::: Data listing

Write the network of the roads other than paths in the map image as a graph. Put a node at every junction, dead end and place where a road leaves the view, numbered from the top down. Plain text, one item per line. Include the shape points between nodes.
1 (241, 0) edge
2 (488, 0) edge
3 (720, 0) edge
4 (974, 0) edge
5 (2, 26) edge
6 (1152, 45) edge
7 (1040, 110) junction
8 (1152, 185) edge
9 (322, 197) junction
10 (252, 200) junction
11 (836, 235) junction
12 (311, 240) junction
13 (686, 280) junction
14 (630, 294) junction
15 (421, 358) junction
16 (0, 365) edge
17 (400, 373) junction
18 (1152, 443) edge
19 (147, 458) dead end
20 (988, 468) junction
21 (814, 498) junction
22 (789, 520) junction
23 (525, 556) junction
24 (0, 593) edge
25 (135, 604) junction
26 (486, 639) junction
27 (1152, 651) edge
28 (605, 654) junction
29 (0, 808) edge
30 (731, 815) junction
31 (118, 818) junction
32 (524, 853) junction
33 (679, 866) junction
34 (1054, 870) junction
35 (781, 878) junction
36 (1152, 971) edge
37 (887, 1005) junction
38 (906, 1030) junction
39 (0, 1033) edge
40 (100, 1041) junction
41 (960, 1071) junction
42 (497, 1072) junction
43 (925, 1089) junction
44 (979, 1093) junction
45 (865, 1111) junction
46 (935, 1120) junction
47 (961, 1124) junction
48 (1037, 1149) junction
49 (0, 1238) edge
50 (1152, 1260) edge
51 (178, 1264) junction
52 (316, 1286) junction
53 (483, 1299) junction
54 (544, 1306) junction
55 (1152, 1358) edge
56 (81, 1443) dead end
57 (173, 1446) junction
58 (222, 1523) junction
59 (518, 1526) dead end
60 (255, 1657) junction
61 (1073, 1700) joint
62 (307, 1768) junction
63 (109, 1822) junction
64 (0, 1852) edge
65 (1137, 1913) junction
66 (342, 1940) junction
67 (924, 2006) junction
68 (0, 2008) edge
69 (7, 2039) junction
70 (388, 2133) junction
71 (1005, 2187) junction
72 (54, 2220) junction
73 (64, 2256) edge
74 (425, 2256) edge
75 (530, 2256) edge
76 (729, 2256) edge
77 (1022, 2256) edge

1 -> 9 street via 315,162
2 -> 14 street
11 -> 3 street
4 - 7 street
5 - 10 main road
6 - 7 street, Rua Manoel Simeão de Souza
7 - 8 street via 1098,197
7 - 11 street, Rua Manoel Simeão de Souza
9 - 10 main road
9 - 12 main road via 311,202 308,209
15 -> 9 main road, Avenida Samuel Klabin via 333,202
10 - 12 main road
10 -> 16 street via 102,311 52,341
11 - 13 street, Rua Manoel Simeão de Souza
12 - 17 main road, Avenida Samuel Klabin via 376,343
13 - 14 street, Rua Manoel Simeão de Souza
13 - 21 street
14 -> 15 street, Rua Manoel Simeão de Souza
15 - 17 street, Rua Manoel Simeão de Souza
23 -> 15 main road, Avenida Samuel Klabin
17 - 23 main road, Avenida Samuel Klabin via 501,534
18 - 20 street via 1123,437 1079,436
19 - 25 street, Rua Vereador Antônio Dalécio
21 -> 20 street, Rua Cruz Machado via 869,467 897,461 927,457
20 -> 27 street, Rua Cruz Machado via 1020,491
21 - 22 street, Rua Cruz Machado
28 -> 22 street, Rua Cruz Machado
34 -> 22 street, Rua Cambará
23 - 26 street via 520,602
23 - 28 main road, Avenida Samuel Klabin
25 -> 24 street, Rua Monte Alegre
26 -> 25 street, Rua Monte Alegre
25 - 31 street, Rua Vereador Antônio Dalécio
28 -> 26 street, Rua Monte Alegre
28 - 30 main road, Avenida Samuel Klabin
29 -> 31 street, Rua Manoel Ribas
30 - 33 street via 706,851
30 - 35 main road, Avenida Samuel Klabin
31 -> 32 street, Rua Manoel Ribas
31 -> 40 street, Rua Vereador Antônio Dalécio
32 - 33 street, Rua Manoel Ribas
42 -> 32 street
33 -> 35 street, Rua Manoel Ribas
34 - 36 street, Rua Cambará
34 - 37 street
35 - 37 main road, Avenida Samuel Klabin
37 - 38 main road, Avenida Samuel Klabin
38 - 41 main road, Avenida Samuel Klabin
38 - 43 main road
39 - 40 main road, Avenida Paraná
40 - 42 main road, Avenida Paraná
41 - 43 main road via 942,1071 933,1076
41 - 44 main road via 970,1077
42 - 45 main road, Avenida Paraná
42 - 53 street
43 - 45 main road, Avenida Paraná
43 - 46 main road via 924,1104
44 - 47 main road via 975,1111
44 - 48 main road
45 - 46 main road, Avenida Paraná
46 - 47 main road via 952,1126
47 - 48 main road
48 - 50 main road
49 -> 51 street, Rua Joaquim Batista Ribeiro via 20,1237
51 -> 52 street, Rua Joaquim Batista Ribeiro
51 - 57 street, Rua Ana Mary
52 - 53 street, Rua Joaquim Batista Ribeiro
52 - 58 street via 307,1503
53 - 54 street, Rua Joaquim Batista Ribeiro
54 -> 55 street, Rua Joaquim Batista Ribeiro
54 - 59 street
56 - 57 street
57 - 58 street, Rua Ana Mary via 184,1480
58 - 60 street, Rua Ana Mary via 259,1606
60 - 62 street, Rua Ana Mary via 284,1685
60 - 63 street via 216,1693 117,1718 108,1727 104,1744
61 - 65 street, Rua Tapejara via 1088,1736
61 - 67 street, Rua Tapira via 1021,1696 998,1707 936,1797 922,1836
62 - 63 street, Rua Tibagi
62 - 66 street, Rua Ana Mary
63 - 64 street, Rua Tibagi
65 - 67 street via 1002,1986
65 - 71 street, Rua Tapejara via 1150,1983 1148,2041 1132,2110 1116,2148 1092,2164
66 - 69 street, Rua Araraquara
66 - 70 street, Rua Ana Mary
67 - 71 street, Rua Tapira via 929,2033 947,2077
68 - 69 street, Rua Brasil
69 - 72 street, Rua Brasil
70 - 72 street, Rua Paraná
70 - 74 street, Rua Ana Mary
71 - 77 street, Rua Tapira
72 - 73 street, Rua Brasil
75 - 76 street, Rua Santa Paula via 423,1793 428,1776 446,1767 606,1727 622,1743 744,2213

::::::

» **Task prompt**
Word for word, copy every entry.

» **Exercise answer**
Write the network of the roads other than paths in the map image as a graph. Put a node at every junction, dead end and place where a road leaves the view, numbered from the top down. Plain text, one item per line. Include the shape points between nodes.
1 (241, 0) edge
2 (488, 0) edge
3 (720, 0) edge
4 (974, 0) edge
5 (2, 26) edge
6 (1152, 45) edge
7 (1040, 110) junction
8 (1152, 185) edge
9 (322, 197) junction
10 (252, 200) junction
11 (836, 235) junction
12 (311, 240) junction
13 (686, 280) junction
14 (630, 294) junction
15 (421, 358) junction
16 (0, 365) edge
17 (400, 373) junction
18 (1152, 443) edge
19 (147, 458) dead end
20 (988, 468) junction
21 (814, 498) junction
22 (789, 520) junction
23 (525, 556) junction
24 (0, 593) edge
25 (135, 604) junction
26 (486, 639) junction
27 (1152, 651) edge
28 (605, 654) junction
29 (0, 808) edge
30 (731, 815) junction
31 (118, 818) junction
32 (524, 853) junction
33 (679, 866) junction
34 (1054, 870) junction
35 (781, 878) junction
36 (1152, 971) edge
37 (887, 1005) junction
38 (906, 1030) junction
39 (0, 1033) edge
40 (100, 1041) junction
41 (960, 1071) junction
42 (497, 1072) junction
43 (925, 1089) junction
44 (979, 1093) junction
45 (865, 1111) junction
46 (935, 1120) junction
47 (961, 1124) junction
48 (1037, 1149) junction
49 (0, 1238) edge
50 (1152, 1260) edge
51 (178, 1264) junction
52 (316, 1286) junction
53 (483, 1299) junction
54 (544, 1306) junction
55 (1152, 1358) edge
56 (81, 1443) dead end
57 (173, 1446) junction
58 (222, 1523) junction
59 (518, 1526) dead end
60 (255, 1657) junction
61 (1073, 1700) joint
62 (307, 1768) junction
63 (109, 1822) junction
64 (0, 1852) edge
65 (1137, 1913) junction
66 (342, 1940) junction
67 (924, 2006) junction
68 (0, 2008) edge
69 (7, 2039) junction
70 (388, 2133) junction
71 (1005, 2187) junction
72 (54, 2220) junction
73 (64, 2256) edge
74 (425, 2256) edge
75 (530, 2256) edge
76 (729, 2256) edge
77 (1022, 2256) edge

1 -> 9 street via 315,162
2 -> 14 street
11 -> 3 street
4 - 7 street
5 - 10 main road
6 - 7 street, Rua Manoel Simeão de Souza
7 - 8 street via 1098,197
7 - 11 street, Rua Manoel Simeão de Souza
9 - 10 main road
9 - 12 main road via 311,202 308,209
15 -> 9 main road, Avenida Samuel Klabin via 333,202
10 - 12 main road
10 -> 16 street via 102,311 52,341
11 - 13 street, Rua Manoel Simeão de Souza
12 - 17 main road, Avenida Samuel Klabin via 376,343
13 - 14 street, Rua Manoel Simeão de Souza
13 - 21 street
14 -> 15 street, Rua Manoel Simeão de Souza
15 - 17 street, Rua Manoel Simeão de Souza
23 -> 15 main road, Avenida Samuel Klabin
17 - 23 main road, Avenida Samuel Klabin via 501,534
18 - 20 street via 1123,437 1079,436
19 - 25 street, Rua Vereador Antônio Dalécio
21 -> 20 street, Rua Cruz Machado via 869,467 897,461 927,457
20 -> 27 street, Rua Cruz Machado via 1020,491
21 - 22 street, Rua Cruz Machado
28 -> 22 street, Rua Cruz Machado
34 -> 22 street, Rua Cambará
23 - 26 street via 520,602
23 - 28 main road, Avenida Samuel Klabin
25 -> 24 street, Rua Monte Alegre
26 -> 25 street, Rua Monte Alegre
25 - 31 street, Rua Vereador Antônio Dalécio
28 -> 26 street, Rua Monte Alegre
28 - 30 main road, Avenida Samuel Klabin
29 -> 31 street, Rua Manoel Ribas
30 - 33 street via 706,851
30 - 35 main road, Avenida Samuel Klabin
31 -> 32 street, Rua Manoel Ribas
31 -> 40 street, Rua Vereador Antônio Dalécio
32 - 33 street, Rua Manoel Ribas
42 -> 32 street
33 -> 35 street, Rua Manoel Ribas
34 - 36 street, Rua Cambará
34 - 37 street
35 - 37 main road, Avenida Samuel Klabin
37 - 38 main road, Avenida Samuel Klabin
38 - 41 main road, Avenida Samuel Klabin
38 - 43 main road
39 - 40 main road, Avenida Paraná
40 - 42 main road, Avenida Paraná
41 - 43 main road via 942,1071 933,1076
41 - 44 main road via 970,1077
42 - 45 main road, Avenida Paraná
42 - 53 street
43 - 45 main road, Avenida Paraná
43 - 46 main road via 924,1104
44 - 47 main road via 975,1111
44 - 48 main road
45 - 46 main road, Avenida Paraná
46 - 47 main road via 952,1126
47 - 48 main road
48 - 50 main road
49 -> 51 street, Rua Joaquim Batista Ribeiro via 20,1237
51 -> 52 street, Rua Joaquim Batista Ribeiro
51 - 57 street, Rua Ana Mary
52 - 53 street, Rua Joaquim Batista Ribeiro
52 - 58 street via 307,1503
53 - 54 street, Rua Joaquim Batista Ribeiro
54 -> 55 street, Rua Joaquim Batista Ribeiro
54 - 59 street
56 - 57 street
57 - 58 street, Rua Ana Mary via 184,1480
58 - 60 street, Rua Ana Mary via 259,1606
60 - 62 street, Rua Ana Mary via 284,1685
60 - 63 street via 216,1693 117,1718 108,1727 104,1744
61 - 65 street, Rua Tapejara via 1088,1736
61 - 67 street, Rua Tapira via 1021,1696 998,1707 936,1797 922,1836
62 - 63 street, Rua Tibagi
62 - 66 street, Rua Ana Mary
63 - 64 street, Rua Tibagi
65 - 67 street via 1002,1986
65 - 71 street, Rua Tapejara via 1150,1983 1148,2041 1132,2110 1116,2148 1092,2164
66 - 69 street, Rua Araraquara
66 - 70 street, Rua Ana Mary
67 - 71 street, Rua Tapira via 929,2033 947,2077
68 - 69 street, Rua Brasil
69 - 72 street, Rua Brasil
70 - 72 street, Rua Paraná
70 - 74 street, Rua Ana Mary
71 - 77 street, Rua Tapira
72 - 73 street, Rua Brasil
75 - 76 street, Rua Santa Paula via 423,1793 428,1776 446,1767 606,1727 622,1743 744,2213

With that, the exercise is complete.